Saturday, 12 September 2015

Luang Namtha







The last place we were to visit in Laos was Luang Namtha, a small town close to the Chinese border. We came here to break the long journey into Thailand up, and also to experience some of rural Laotian way of life.
On our first day we hired some bicycles and set off on a 25km route that would take us around the perimeter of the town. On the way we cycled through tiny villages comprised of bamboo huts found down dusty pot-holed roads, past innumerable rice terraces with tall green shoots growing under the sun, and all with the backdrop of the towering mountains surrounding the area. Along the way we also stopped off at some religious stupas, or small temples, which even in their simplicity were interesting to see. We got back to the hotel a little sunburnt and with aching muscles but happy with our adventures of the day. 
We had arranged to do a trek the following day so at 7.30am the next morning we were in a tuk-tuk en route to the starting point, a village home to the ethnic Lanten people. This is a small riverside village which we walked around and learnt about the traditional lifestyle of the native people, including their animistic beliefs which explained the farmyard style set up with pigs, cows, goats, dogs and chickens all running around, each of whom are used to appease the animal spirits that they believe in. 

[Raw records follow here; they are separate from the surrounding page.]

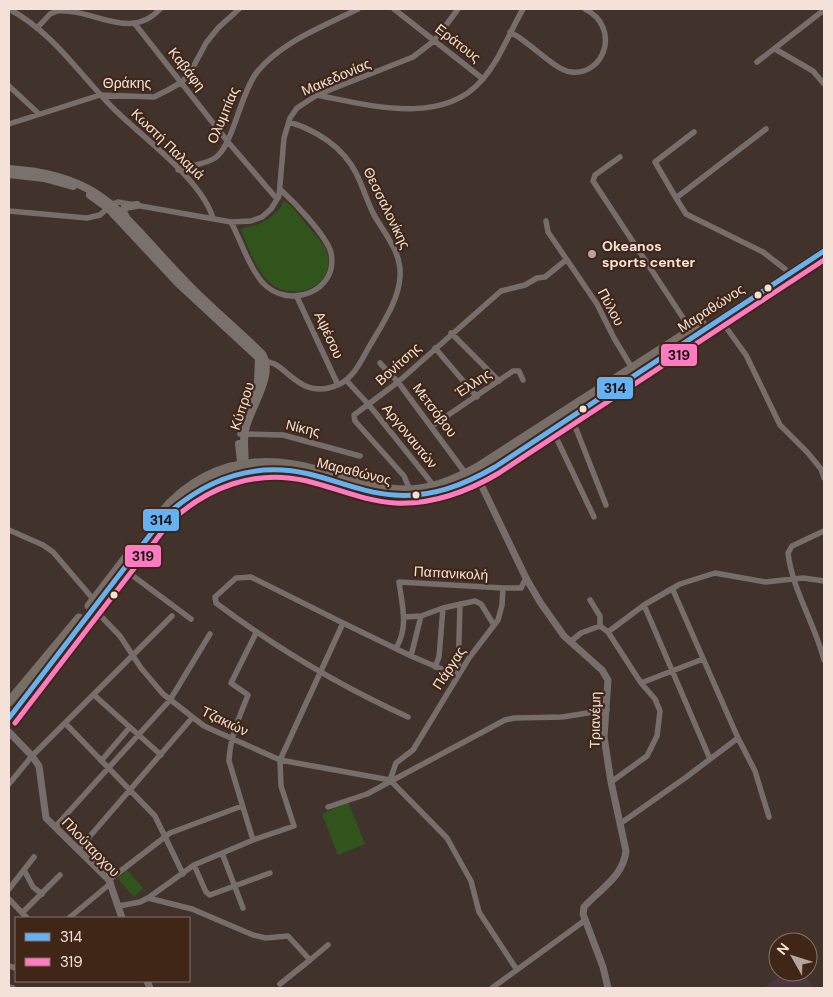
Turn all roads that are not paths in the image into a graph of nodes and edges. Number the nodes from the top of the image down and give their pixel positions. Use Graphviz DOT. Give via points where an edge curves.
graph roads {
  1 [pos="9,9"];
  2 [pos="160,9"];
  3 [pos="239,9"];
  4 [pos="358,9"];
  5 [pos="394,9"];
  6 [pos="458,9"];
  7 [pos="523,9"];
  8 [pos="585,9"];
  9 [pos="824,10"];
  10 [pos="135,24"];
  11 [pos="38,27"];
  12 [pos="510,32"];
  13 [pos="435,40"];
  14 [pos="775,49"];
  15 [pos="757,62"];
  16 [pos="483,79"];
  17 [pos="182,82"];
  18 [pos="824,84"];
  19 [pos="9,86"];
  20 [pos="100,95"];
  21 [pos="318,95"];
  22 [pos="38,113"];
  23 [pos="289,122"];
  24 [pos="9,124"];
  25 [pos="766,129"];
  26 [pos="694,132"];
  27 [pos="228,142"];
  28 [pos="620,157"];
  29 [pos="9,169"];
  30 [pos="178,170"];
  31 [pos="9,174"];
  32 [pos="281,190"];
  33 [pos="676,198"];
  34 [pos="277,199"];
  35 [pos="137,205"];
  36 [pos="110,206"];
  37 [pos="9,211"];
  38 [pos="126,217"];
  39 [pos="213,218"];
  40 [pos="546,221"];
  41 [pos="231,222"];
  42 [pos="824,244"];
  43 [pos="824,251"];
  44 [pos="566,260"];
  45 [pos="785,269"];
  46 [pos="298,297"];
  47 [pos="720,319"];
  48 [pos="691,330"];
  49 [pos="451,333"];
  50 [pos="435,348"];
  51 [pos="263,362"];
  52 [pos="380,363"];
  53 [pos="632,368"];
  54 [pos="346,380"];
  55 [pos="523,380"];
  56 [pos="500,381"];
  57 [pos="398,382"];
  58 [pos="338,385"];
  59 [pos="477,397"];
  60 [pos="369,405"];
  61 [pos="571,416"];
  62 [pos="432,426"];
  63 [pos="552,429"];
  64 [pos="242,434"];
  65 [pos="360,456"];
  66 [pos="243,467"];
  67 [pos="472,474"];
  68 [pos="824,478"];
  69 [pos="434,486"];
  70 [pos="410,490"];
  71 [pos="606,505"];
  72 [pos="594,517"];
  73 [pos="9,530"];
  74 [pos="824,531"];
  75 [pos="125,570"];
  76 [pos="526,578"];
  77 [pos="793,579"];
  78 [pos="824,581"];
  79 [pos="503,588"];
  80 [pos="673,590"];
  81 [pos="590,600"];
  82 [pos="460,604"];
  83 [pos="94,605"];
  84 [pos="644,605"];
  85 [pos="443,608"];
  86 [pos="172,616"];
  87 [pos="421,616"];
  88 [pos="404,618"];
  89 [pos="190,619"];
  90 [pos="343,623"];
  91 [pos="494,625"];
  92 [pos="600,626"];
  93 [pos="608,632"];
  94 [pos="256,633"];
  95 [pos="210,634"];
  96 [pos="570,642"];
  97 [pos="396,648"];
  98 [pos="134,656"];
  99 [pos="411,656"];
  100 [pos="46,657"];
  101 [pos="703,659"];
  102 [pos="824,660"];
  103 [pos="435,667"];
  104 [pos="322,672"];
  105 [pos="672,673"];
  106 [pos="458,676"];
  107 [pos="641,683"];
  108 [pos="94,694"];
  109 [pos="170,700"];
  110 [pos="9,702"];
  111 [pos="607,710"];
  112 [pos="9,712"];
  113 [pos="408,717"];
  114 [pos="9,718"];
  115 [pos="192,718"];
  116 [pos="65,723"];
  117 [pos="130,727"];
  118 [pos="9,732"];
  119 [pos="139,735"];
  120 [pos="9,737"];
  121 [pos="231,738"];
  122 [pos="738,738"];
  123 [pos="17,742"];
  124 [pos="161,755"];
  125 [pos="32,756"];
  126 [pos="710,759"];
  127 [pos="101,760"];
  128 [pos="280,760"];
  129 [pos="109,768"];
  130 [pos="390,780"];
  131 [pos="611,782"];
  132 [pos="9,784"];
  133 [pos="130,790"];
  134 [pos="242,806"];
  135 [pos="328,807"];
  136 [pos="769,817"];
  137 [pos="621,823"];
  138 [pos="55,827"];
  139 [pos="165,836"];
  140 [pos="253,840"];
  141 [pos="78,850"];
  142 [pos="222,853"];
  143 [pos="34,857"];
  144 [pos="194,865"];
  145 [pos="24,870"];
  146 [pos="270,873"];
  147 [pos="183,874"];
  148 [pos="60,875"];
  149 [pos="110,882"];
  150 [pos="234,886"];
  151 [pos="9,889"];
  152 [pos="42,894"];
  153 [pos="148,898"];
  154 [pos="9,899"];
  155 [pos="119,906"];
  156 [pos="243,908"];
  157 [pos="25,916"];
  158 [pos="70,917"];
  159 [pos="122,917"];
  160 [pos="584,921"];
  161 [pos="328,945"];
  162 [pos="310,960"];
  163 [pos="516,970"];
  164 [pos="280,984"];
  165 [pos="9,987"];
  166 [pos="12,988"];
  167 [pos="492,988"];
  168 [pos="608,988"];
  1 -- 11 [label="street, Κωστή Παλαμά"];
  2 -- 10 [label="street"];
  3 -- 17 [label="street, Θράκης" via="206,42"];
  4 -- 27 [label="street, Ολυμπίας" via="287,46 265,64 246,90"];
  5 -- 13 [label="street, Εράτους"];
  6 -- 13 [label="street, Μακεδονίας"];
  7 -- 12 [label="street"];
  8 -- 12 [label="street" via="602,22 607,40 600,56 581,71 569,72 556,66 528,42"];
  9 -- 14 [label="street"];
  10 -- 11 [label="street" via="61,11 50,14"];
  10 -- 17 [label="street, Καβάφη"];
  11 -- 20 [label="street, Κωστή Παλαμά"];
  12 -- 16 [label="street" via="499,57"];
  13 -- 16 [label="street, Εράτους"];
  13 -- 21 [label="street, Μακεδονίας" via="405,61"];
  14 -- 15 [label="street"];
  14 -- 18 [label="street" via="813,72"];
  16 -- 21 [label="street" via="463,96 428,107 371,105"];
  17 -- 20 [label="street, Θράκης" via="154,97"];
  17 -- 27 [label="street, Καβάφη"];
  19 -- 22 [label="street"];
  20 -- 22 [label="street, Θράκης"];
  20 -- 30 [label="street, Κωστή Παλαμά"];
  21 -- 23 [label="street, Μακεδονίας" via="298,108"];
  22 -- 24 [label="street, Θράκης"];
  23 -- 32 [label="street, Μακεδονίας" via="283,143"];
  23 -- 54 [label="street, Θεσσαλονίκης" via="326,139 350,163 399,262 400,279 394,300 363,358"];
  25 -- 33 [label="street"];
  26 -- 33 [label="street" via="655,162"];
  27 -- 30 [label="street, Ολυμπίας" via="213,159"];
  27 -- 34 [label="street, Καβάφη"];
  28 -- 48 [label="street" via="594,175 593,180"];
  29 -- 36 [label="main road" via="67,178 92,190"];
  30 -- 39 [label="street, Κωστή Παλαμά" via="209,205"];
  31 -- 36 [label="main road" via="69,184"];
  32 -- 34 [label="street, Μακεδονίας"];
  32 -- 46 [label="street" via="325,240 331,253 330,269 323,284 312,293"];
  33 -- 45 [label="street" via="686,214 762,252"];
  34 -- 41 [label="street, Μακεδονίας" via="258,219"];
  35 -- 36 [label="street, Μακεδονίας" via="118,202"];
  35 -- 38 [label="main road" via="125,207"];
  35 -- 39 [label="street, Μακεδονίας"];
  36 -- 37 [label="street" via="100,215 88,218"];
  36 -- 38 [label="main road"];
  36 -- 51 [label="main road" via="178,283"];
  38 -- 51 [label="main road" via="187,284 262,354"];
  39 -- 41 [label="street, Μακεδονίας"];
  40 -- 44 [label="street, Πύλου" via="548,232"];
  41 -- 46 [label="street" via="263,283 277,292"];
  42 -- 45 [label="main road, Μαραθώνος"];
  43 -- 47 [label="main road, Μαραθώνος"];
  44 -- 49 [label="street, Βονίτσης" via="546,276 501,291"];
  44 -- 53 [label="street, Πύλου" via="597,304"];
  45 -- 48 [label="main road, Μαραθώνος"];
  46 -- 58 [label="street, Αψέσου"];
  47 -- 61 [label="main road, Μαραθώνος"];
  47 -- 68 [label="street" via="746,355 780,425 808,453"];
  48 -- 53 [label="main road, Μαραθώνος"];
  49 -- 50 [label="street, Βονίτσης"];
  49 -- 56 [label="street"];
  50 -- 57 [label="street, Βονίτσης"];
  50 -- 59 [label="street"];
  51 -- 58 [label="street, Θεσσαλονίκης" via="273,363 310,388"];
  51 -- 64 [label="main road, Κύπρου" via="244,417"];
  52 -- 57 [label="street, Μετσόβου"];
  53 -- 67 [label="main road, Μαραθώνος"];
  54 -- 58 [label="street, Θεσσαλονίκης"];
  54 -- 60 [label="street, Αργοναυτών"];
  55 -- 56 [label="street, Έλλης" via="517,370"];
  56 -- 59 [label="street, Έλλης"];
  57 -- 60 [label="street, Βονίτσης"];
  57 -- 62 [label="street, Μετσόβου"];
  59 -- 62 [label="street, Έλλης"];
  60 -- 69 [label="street, Αργοναυτών"];
  60 -- 70 [label="street, Βονίτσης" via="355,413 353,418 404,476"];
  61 -- 63 [label="main road, Μαραθώνος"];
  61 -- 71 [label="street"];
  62 -- 67 [label="street, Μετσόβου"];
  63 -- 67 [label="main road, Μαραθώνος"];
  63 -- 72 [label="street"];
  64 -- 65 [label="street, Νίκης" via="283,435"];
  64 -- 66 [label="main road, Κύπρου"];
  66 -- 67 [label="main road, Μαραθώνος" via="290,470 400,496 441,492"];
  66 -- 70 [label="main road, Μαραθώνος" via="284,463 374,486"];
  66 -- 75 [label="main road, Μαραθώνος" via="182,501 160,522"];
  66 -- 83 [label="main road, Μαραθώνος" via="204,477 177,497 156,519"];
  67 -- 69 [label="main road, Μαραθώνος"];
  67 -- 76 [label="street, Τριανέμη"];
  69 -- 70 [label="main road, Μαραθώνος"];
  73 -- 83 [label="street, Τζακιών" via="53,552"];
  74 -- 77 [label="street" via="788,549"];
  75 -- 83 [label="main road, Μαραθώνος"];
  75 -- 89 [label="street"];
  76 -- 79 [label="street" via="521,588"];
  76 -- 96 [label="street, Τριανέμη"];
  77 -- 78 [label="street"];
  77 -- 80 [label="street" via="765,582 715,573 689,580"];
  77 -- 102 [label="street" via="815,628"];
  79 -- 88 [label="street, Παπανικολή" via="399,582"];
  79 -- 91 [label="street, Πάργας" via="501,611"];
  80 -- 84 [label="street"];
  80 -- 101 [label="street"];
  81 -- 92 [label="street" via="600,616"];
  82 -- 85 [label="street"];
  82 -- 91 [label="street" via="479,603"];
  82 -- 106 [label="street"];
  83 -- 98 [label="street, Τζακιών"];
  83 -- 100 [label="main road, Μαραθώνος"];
  83 -- 114 [label="main road, Μαραθώνος"];
  84 -- 93 [label="street"];
  84 -- 105 [label="street"];
  85 -- 87 [label="street"];
  85 -- 103 [label="street" via="439,657"];
  86 -- 98 [label="street"];
  87 -- 88 [label="street"];
  87 -- 99 [label="street"];
  88 -- 97 [label="street"];
  90 -- 94 [label="street" via="252,577 236,578 217,593 214,600"];
  90 -- 97 [label="street"];
  90 -- 104 [label="street"];
  91 -- 106 [label="street, Πάργας"];
  92 -- 93 [label="street"];
  92 -- 96 [label="street" via="581,633"];
  93 -- 107 [label="street"];
  94 -- 104 [label="street"];
  94 -- 121 [label="street" via="231,682 248,695"];
  95 -- 109 [label="street"];
  96 -- 111 [label="street, Τριανέμη" via="602,670 608,680"];
  97 -- 99 [label="street"];
  98 -- 108 [label="street"];
  98 -- 109 [label="street, Τζακιών"];
  99 -- 103 [label="street"];
  100 -- 110 [label="main road, Μαραθώνος"];
  100 -- 112 [label="main road"];
  101 -- 105 [label="street"];
  101 -- 122 [label="street"];
  103 -- 106 [label="street"];
  104 -- 113 [label="street"];
  104 -- 128 [label="street"];
  105 -- 107 [label="street"];
  105 -- 126 [label="street"];
  106 -- 130 [label="street, Πάργας" via="413,750 396,763"];
  107 -- 131 [label="street" via="660,711 657,736 648,756"];
  108 -- 116 [label="street"];
  108 -- 117 [label="street"];
  109 -- 115 [label="street, Τζακιών"];
  109 -- 119 [label="street"];
  111 -- 130 [label="street" via="562,717 505,720"];
  111 -- 131 [label="street, Τριανέμη" via="604,737"];
  115 -- 121 [label="street, Τζακιών"];
  115 -- 124 [label="street"];
  116 -- 125 [label="street"];
  116 -- 127 [label="street"];
  117 -- 119 [label="street"];
  117 -- 127 [label="street"];
  118 -- 123 [label="street, Πλούταρχου"];
  119 -- 124 [label="street"];
  119 -- 129 [label="street"];
  120 -- 123 [label="street, Πλούταρχου"];
  121 -- 128 [label="street, Τζακιών"];
  121 -- 134 [label="street" via="230,761"];
  122 -- 126 [label="street"];
  122 -- 136 [label="street" via="755,770"];
  123 -- 125 [label="street, Πλούταρχου"];
  124 -- 133 [label="street"];
  125 -- 132 [label="street"];
  125 -- 138 [label="street, Πλούταρχου" via="41,772 44,813"];
  126 -- 137 [label="street"];
  127 -- 129 [label="street"];
  128 -- 130 [label="street, Τζακιών"];
  128 -- 140 [label="street" via="281,786 294,826"];
  129 -- 133 [label="street"];
  129 -- 138 [label="street"];
  130 -- 135 [label="street" via="367,794"];
  130 -- 163 [label="street" via="447,838 470,881 479,912"];
  131 -- 137 [label="street, Τριανέμη"];
  133 -- 139 [label="street" via="155,816"];
  133 -- 141 [label="street"];
  134 -- 139 [label="street" via="178,828"];
  134 -- 140 [label="street"];
  137 -- 160 [label="street, Τριανέμη" via="625,862 584,907"];
  138 -- 141 [label="street, Πλούταρχου"];
  139 -- 147 [label="street"];
  139 -- 149 [label="street"];
  140 -- 142 [label="street"];
  141 -- 149 [label="street, Πλούταρχου"];
  142 -- 144 [label="street"];
  142 -- 150 [label="street"];
  143 -- 145 [label="street"];
  144 -- 147 [label="street"];
  144 -- 150 [label="street" via="208,894"];
  145 -- 151 [label="street"];
  145 -- 152 [label="street" via="33,887"];
  146 -- 150 [label="street"];
  147 -- 153 [label="street"];
  148 -- 152 [label="street"];
  149 -- 155 [label="street, Πλούταρχου"];
  149 -- 158 [label="street"];
  150 -- 156 [label="street"];
  152 -- 157 [label="street"];
  153 -- 155 [label="street"];
  153 -- 162 [label="street" via="192,908 266,938 288,936"];
  154 -- 157 [label="street"];
  155 -- 159 [label="street, Πλούταρχου"];
  160 -- 163 [label="street"];
  160 -- 168 [label="street" via="603,966"];
  161 -- 162 [label="street"];
  162 -- 164 [label="street"];
  163 -- 167 [label="street"];
  165 -- 166 [label="street"];
}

From here we nipped across the river in long wooden boats to begin the walk through the Namha National Park. The first part of the climb was practically vertical and challengingly slippery after a night of constant rain. After it levelled out a little we could take in our surroundings of dense forest, mainly consisting of clusters of huge bamboo trees. In the rain, many had fallen across our path so we really had to be on guard watching our footing. During the walk we learnt about certain plants and their uses, how to set traps and ate some weird and wonderful things including red ants which are actually quite nice and sweet - providing you bite them before they bite you! After a few hours we stopped for a typical Laos lunch of sticky rice and noodle dishes. All this was served on leaves on the forest floor which we sat around shovelling the food into our mouths with dirty fingers, being bitten constantly by mosquitos and sharing our plates with ants intent on stealing the food. At first I was a little hesitant as the set up was so far removed from what we're used to at home but the food was tasty and enjoyable (if you try not to think about health and hygiene!). 
We continued to walk for a few more hours before coming to a farm with rice terraces and corn crops. The water for the rice is siphoned off from the river and flows through the cultivated tiered terraces keeping the crop under an inch or so of water at all times. From here we went back across the river in the dubious looking wooden boats and we're back on the way to Luang Namtha, desperately in need of a shower but happy with our day of exploring and learning. The town of Luang Namtha doesn't have much to offer but the surrounding areas are definitely worth a visit if you want to get off the well-travelled tourist trail for a while.